“After eleven years, it was time for a nice face lift to modernize the restaurant to make it look 2015,” owner, Jeff Black, explained of the renovation to his eleven-year-old seafood establishment that closed its doors in September to prepare for some renovations after a pipe burst.
Now that Black Salt has reopened, the first and most noticeable change is the fish market— it now has eyecatching vibrant orange walls. Among other noticeable changes are the new barstools, dining room chairs, shifting of the host stand closer to the fish market, and a much needed renovation of the restrooms.
The executive chef, Mike Huff, prepared exclusive appetizers for special guests at the grand reopening, including a marinated, grill-roasted tenderloin that melted in guest’s mouths, baked oysters with house-made bacon, and Black Salt’s Washingtonian award-winning crab cakes.

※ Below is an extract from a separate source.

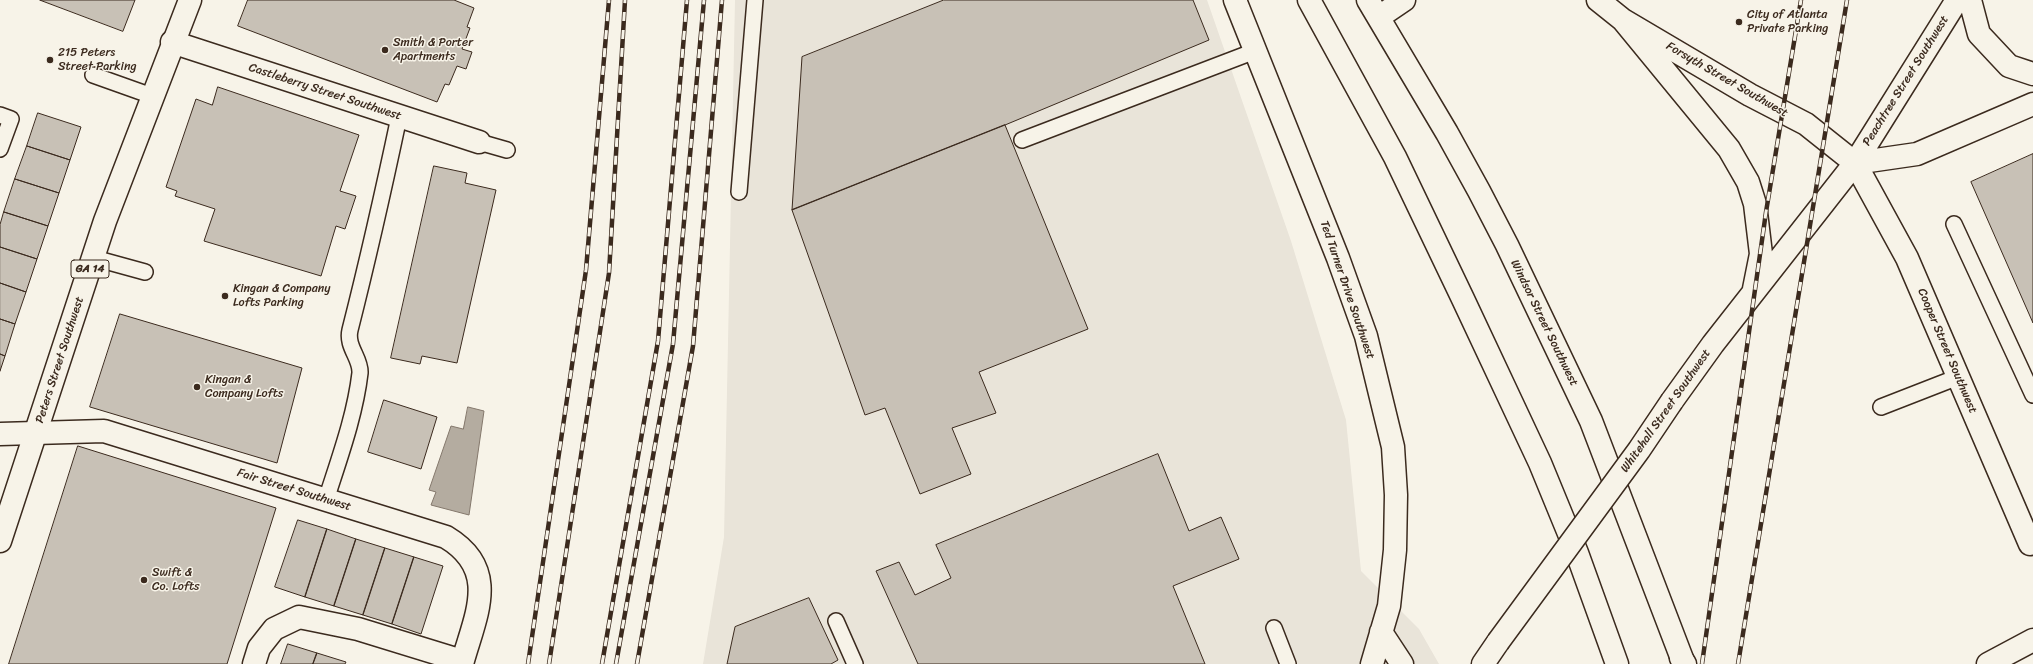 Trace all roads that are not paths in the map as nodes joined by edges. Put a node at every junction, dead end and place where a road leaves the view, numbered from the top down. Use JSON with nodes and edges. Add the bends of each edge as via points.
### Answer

Dessert, prepared by Susan Wallace, was her infamous Almond Brittle — something she has been mastering since she was three years old, and her Kentucky Derby pie.
An update menu accompanied the new look and feel of Black Salt. It included items such as butter-poached lobster with cauliflower, Brussel sprouts and celery puree, and a prawn and red miso stew with shrimp dumplings. New cocktails and wines have also been brought in to pair with items on the updated menu.